**Work request:** In which lines of the data does the string "несмотря" appear? Copy every one.

**Record set:**
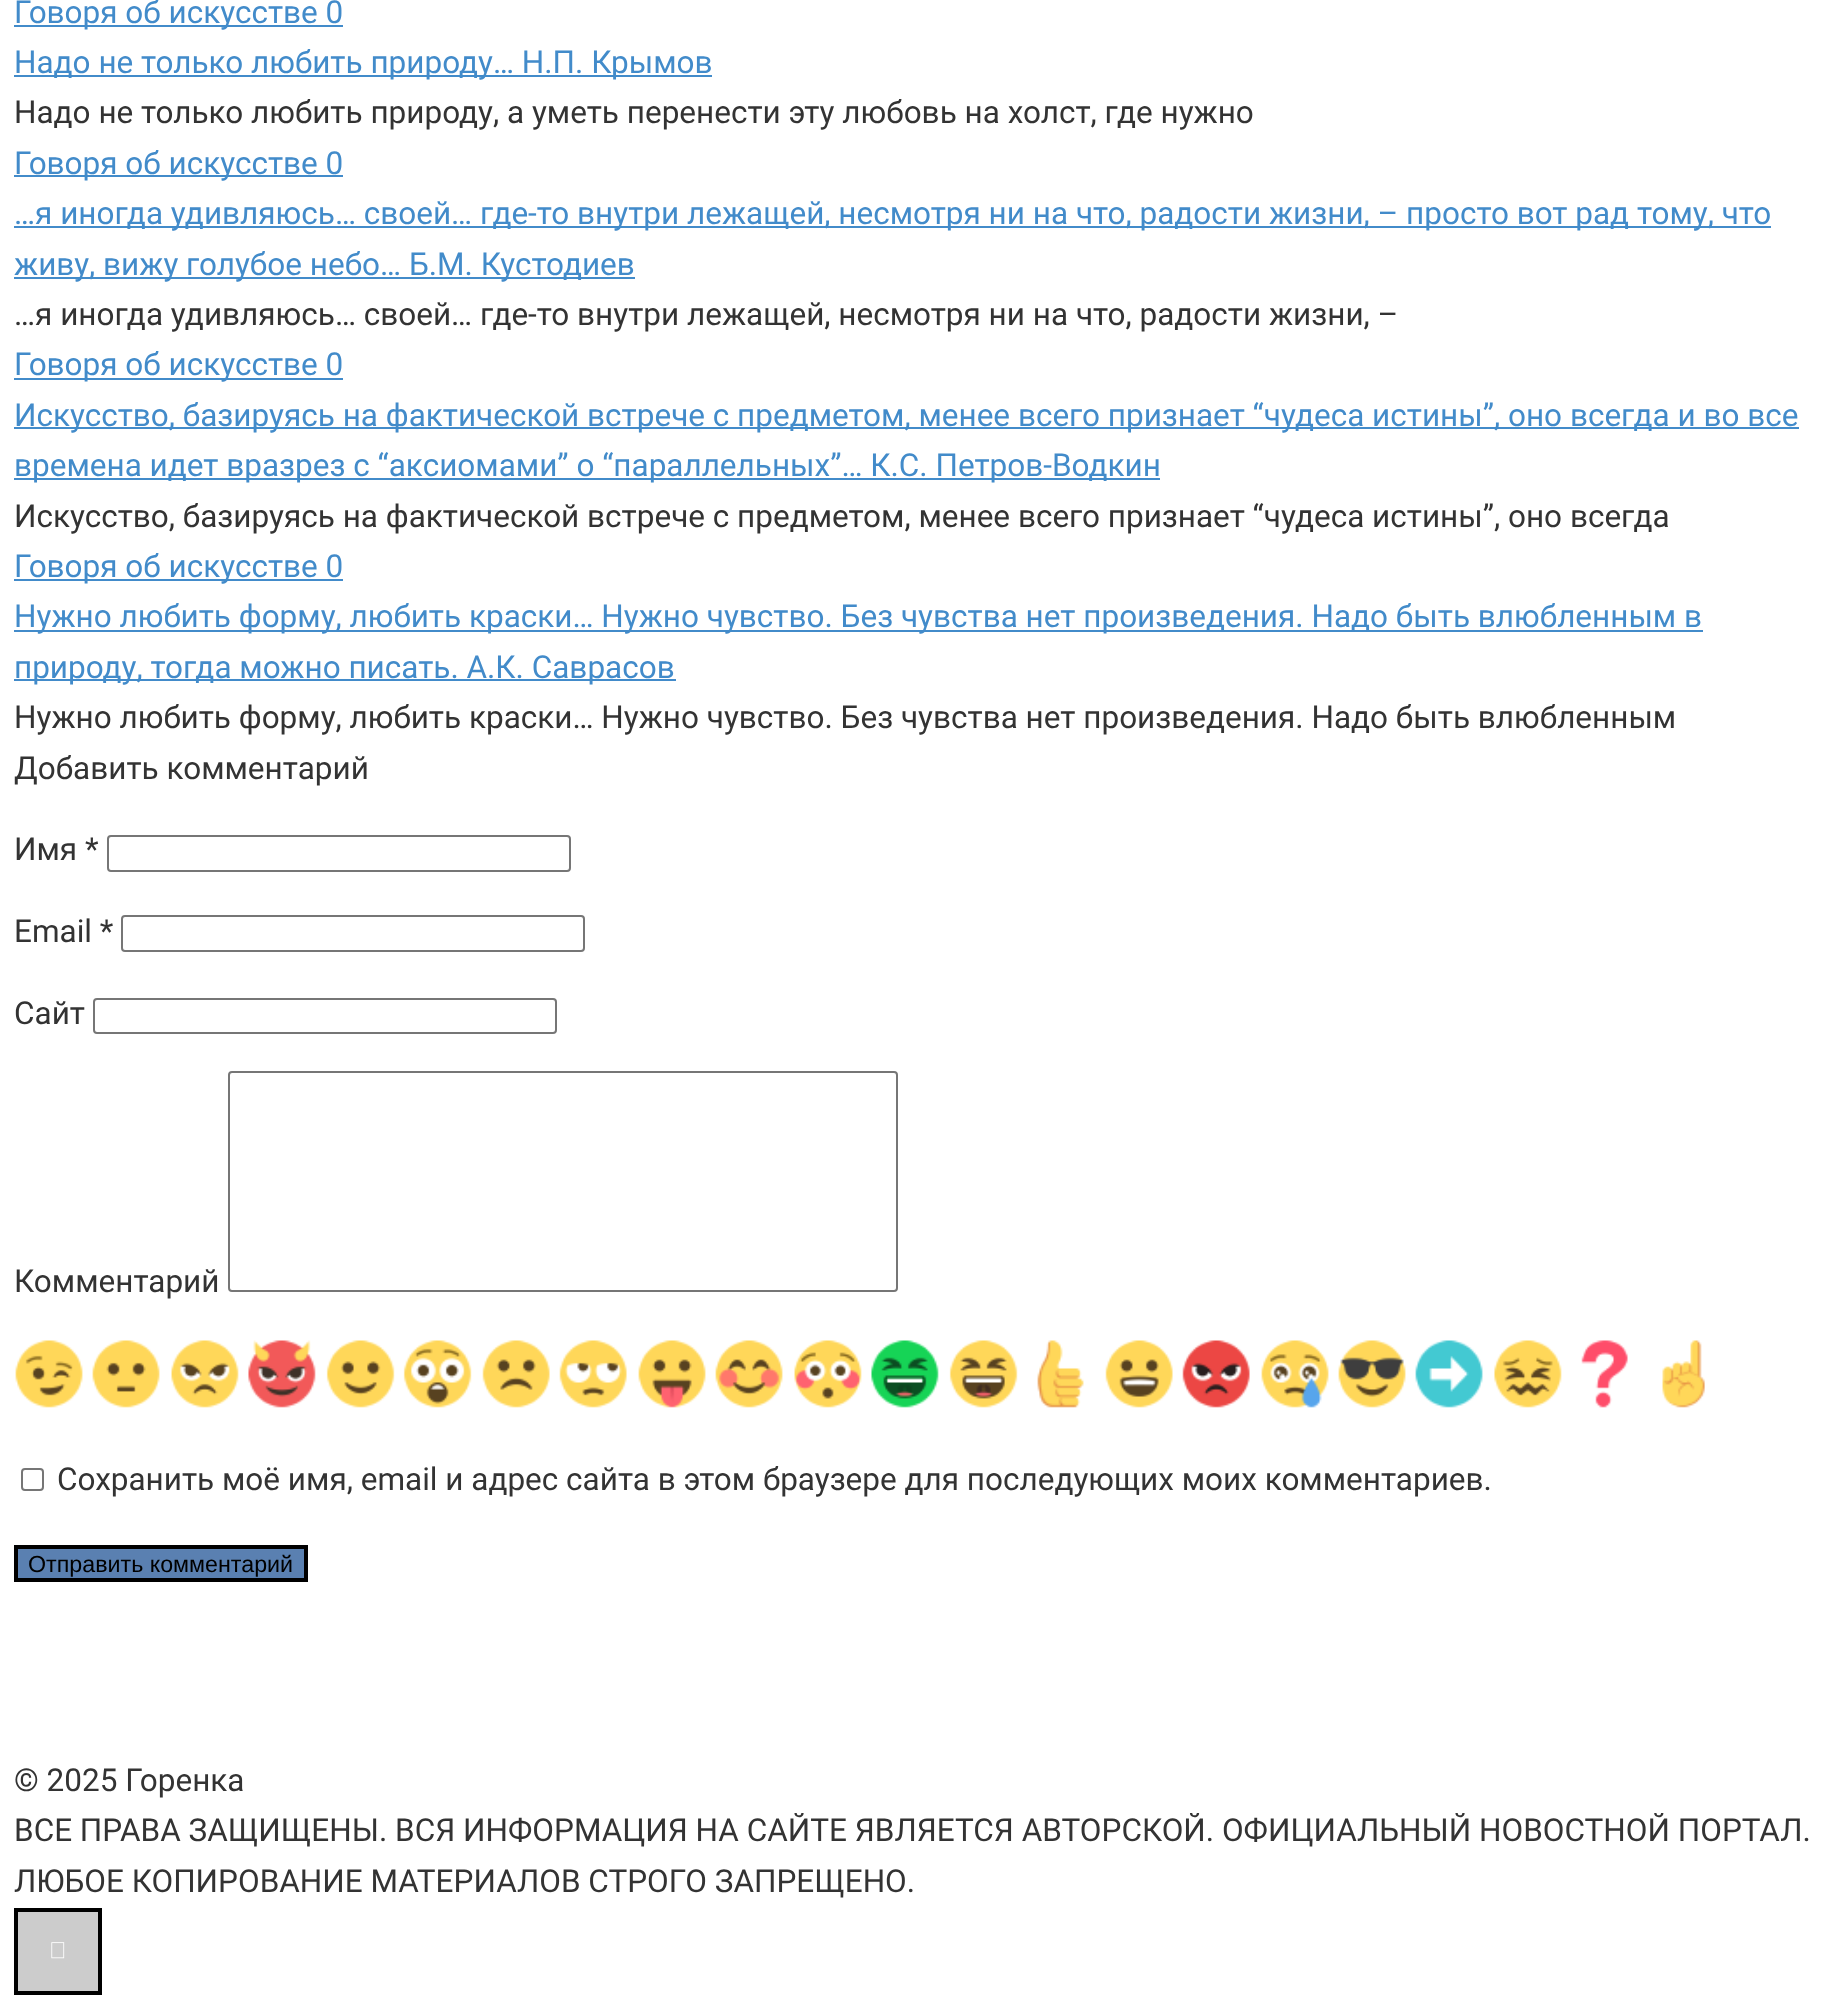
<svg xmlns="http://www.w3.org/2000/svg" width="1825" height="2008">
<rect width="100%" height="100%" fill="#fff"/>
<rect x="14" y="25" width="329" height="2" fill="#428bca"/>
<text x="14" y="23" style="font-family:Roboto;font-size:31.5px;fill:#428bca">Говоря об искусстве 0</text>
<rect x="14" y="75" width="698" height="2" fill="#428bca"/>
<text x="14" y="73" style="font-family:Roboto;font-size:31.5px;fill:#428bca">Надо не только любить природу… Н.П. Крымов</text>
<text x="14" y="123" style="font-family:Roboto;font-size:31.5px;fill:#333">Надо не только любить природу, а уметь перенести эту любовь на холст, где нужно</text>
<rect x="14" y="175" width="329" height="2" fill="#428bca"/>
<text x="14" y="174" style="font-family:Roboto;font-size:31.5px;fill:#428bca">Говоря об искусстве 0</text>
<rect x="14" y="226" width="1757" height="2" fill="#428bca"/>
<text x="14" y="224" style="font-family:Roboto;font-size:31.5px;fill:#428bca">…я иногда удивляюсь… своей… где-то внутри лежащей, несмотря ни на что, радости жизни, – просто вот рад тому, что</text>
<rect x="14" y="277" width="621" height="2" fill="#428bca"/>
<text x="14" y="275" style="font-family:Roboto;font-size:31.5px;fill:#428bca">живу, вижу голубое небо… Б.М. Кустодиев</text>
<text x="14" y="325" style="font-family:Roboto;font-size:31.5px;fill:#333">…я иногда удивляюсь… своей… где-то внутри лежащей, несмотря ни на что, радости жизни, –</text>
<rect x="14" y="378" width="329" height="2" fill="#428bca"/>
<text x="14" y="375" style="font-family:Roboto;font-size:31.5px;fill:#428bca">Говоря об искусстве 0</text>
<rect x="14" y="427" width="1785" height="2" fill="#428bca"/>
<text x="14" y="426" style="font-family:Roboto;font-size:31.5px;fill:#428bca">Искусство, базируясь на фактической встрече с предметом, менее всего признает “чудеса истины”, оно всегда и во все</text>
<rect x="14" y="478" width="1146" height="2" fill="#428bca"/>
<text x="14" y="476" style="font-family:Roboto;font-size:31.5px;fill:#428bca">времена идет вразрез с “аксиомами” о “параллельных”… К.С. Петров-Водкин</text>
<text x="14" y="527" style="font-family:Roboto;font-size:31.5px;fill:#333">Искусство, базируясь на фактической встрече с предметом, менее всего признает “чудеса истины”, оно всегда</text>
<rect x="14" y="579" width="329" height="2" fill="#428bca"/>
<text x="14" y="577" style="font-family:Roboto;font-size:31.5px;fill:#428bca">Говоря об искусстве 0</text>
<rect x="14" y="630" width="1689" height="2" fill="#428bca"/>
<text x="14" y="627" style="font-family:Roboto;font-size:31.5px;fill:#428bca">Нужно любить форму, любить краски… Нужно чувство. Без чувства нет произведения. Надо быть влюбленным в</text>
<rect x="14" y="679" width="662" height="2" fill="#428bca"/>
<text x="14" y="678" style="font-family:Roboto;font-size:31.5px;fill:#428bca">природу, тогда можно писать. А.К. Саврасов</text>
<text x="14" y="728" style="font-family:Roboto;font-size:31.5px;fill:#333">Нужно любить форму, любить краски… Нужно чувство. Без чувства нет произведения. Надо быть влюбленным</text>
<text x="14" y="779" style="font-family:Roboto;font-size:31.5px;fill:#333">Добавить комментарий</text>
<text x="14" y="860" style="font-family:Roboto;font-size:31.5px;fill:#333">Имя *</text>
<rect x="108" y="836" width="462" height="35" rx="3" fill="none" stroke="#767676" stroke-width="2"/>
<text x="14" y="942" style="font-family:Roboto;font-size:31.5px;fill:#333">Email *</text>
<rect x="122" y="916" width="462" height="35" rx="3" fill="none" stroke="#767676" stroke-width="2"/>
<text x="14" y="1024" style="font-family:Roboto;font-size:31.5px;fill:#333">Сайт</text>
<rect x="94" y="999" width="462" height="34" rx="3" fill="none" stroke="#767676" stroke-width="2"/>
<text x="14" y="1292" style="font-family:Roboto;font-size:31.5px;fill:#333">Комментарий</text>
<rect x="229" y="1072" width="668" height="219" rx="3" fill="none" stroke="#767676" stroke-width="2"/>
<image x="15" y="1340" width="68" height="68" href="media/1.png"/>
<image x="92" y="1340" width="68" height="68" href="media/2.png"/>
<image x="171" y="1340" width="68" height="68" href="media/3.png"/>
<image x="248" y="1340" width="68" height="68" href="media/4.png"/>
<image x="326" y="1340" width="69" height="68" href="media/5.png"/>
<image x="403" y="1340" width="69" height="68" href="media/6.png"/>
<image x="482" y="1340" width="68" height="68" href="media/7.png"/>
<image x="559" y="1340" width="68" height="68" href="media/8.png"/>
<image x="638" y="1340" width="68" height="68" href="media/9.png"/>
<image x="715" y="1340" width="68" height="68" href="media/10.png"/>
<image x="794" y="1340" width="68" height="68" href="media/11.png"/>
<image x="871" y="1340" width="68" height="68" href="media/12.png"/>
<image x="949" y="1340" width="69" height="68" href="media/13.png"/>
<image x="1037" y="1340" width="47" height="68" href="media/14.png"/>
<image x="1105" y="1340" width="68" height="68" href="media/15.png"/>
<image x="1182" y="1340" width="68" height="68" href="media/16.png"/>
<image x="1261" y="1340" width="68" height="68" href="media/17.png"/>
<image x="1338" y="1340" width="68" height="68" href="media/18.png"/>
<image x="1415" y="1340" width="68" height="68" href="media/19.png"/>
<image x="1494" y="1340" width="68" height="68" href="media/20.png"/>
<image x="1581" y="1340" width="47" height="68" href="media/21.png"/>
<image x="1662" y="1340" width="43" height="68" href="media/22.png"/>
<rect x="22" y="1469" width="21" height="21" rx="3" fill="none" stroke="#767676" stroke-width="2"/>
<text x="57" y="1490" style="font-family:Roboto;font-size:31.5px;fill:#333">Сохранить моё имя, email и адрес сайта в этом браузере для последующих моих комментариев.</text>
<rect x="16" y="1547" width="290" height="33" fill="#5a80b1" stroke="#000" stroke-width="4"/>
<text x="28" y="1572" style="font-family:Liberation Sans;font-size:23.25px;fill:#000">Отправить комментарий</text>
<text x="14" y="1791" style="font-family:Roboto;font-size:31.5px;fill:#333">© 2025 Горенка</text>
<text x="14" y="1841" style="font-family:Roboto;font-size:31.5px;fill:#333">ВСЕ ПРАВА ЗАЩИЩЕНЫ. ВСЯ ИНФОРМАЦИЯ НА САЙТЕ ЯВЛЯЕТСЯ АВТОРСКОЙ. ОФИЦИАЛЬНЫЙ НОВОСТНОЙ ПОРТАЛ.</text>
<text x="14" y="1892" style="font-family:Roboto;font-size:31.5px;fill:#333">ЛЮБОЕ КОПИРОВАНИЕ МАТЕРИАЛОВ СТРОГО ЗАПРЕЩЕНО.</text>
<rect x="16" y="1910" width="84" height="83" fill="#ccc" stroke="#000" stroke-width="4"/>
<image x="51" y="1942" width="14" height="17" href="media/23.png"/>
</svg>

**Exercise result:**
<text x="14" y="224" style="font-family:Roboto;font-size:31.5px;fill:#428bca">…я иногда удивляюсь… своей… где-то внутри лежащей, несмотря ни на что, радости жизни, – просто вот рад тому, что</text>
<text x="14" y="325" style="font-family:Roboto;font-size:31.5px;fill:#333">…я иногда удивляюсь… своей… где-то внутри лежащей, несмотря ни на что, радости жизни, –</text>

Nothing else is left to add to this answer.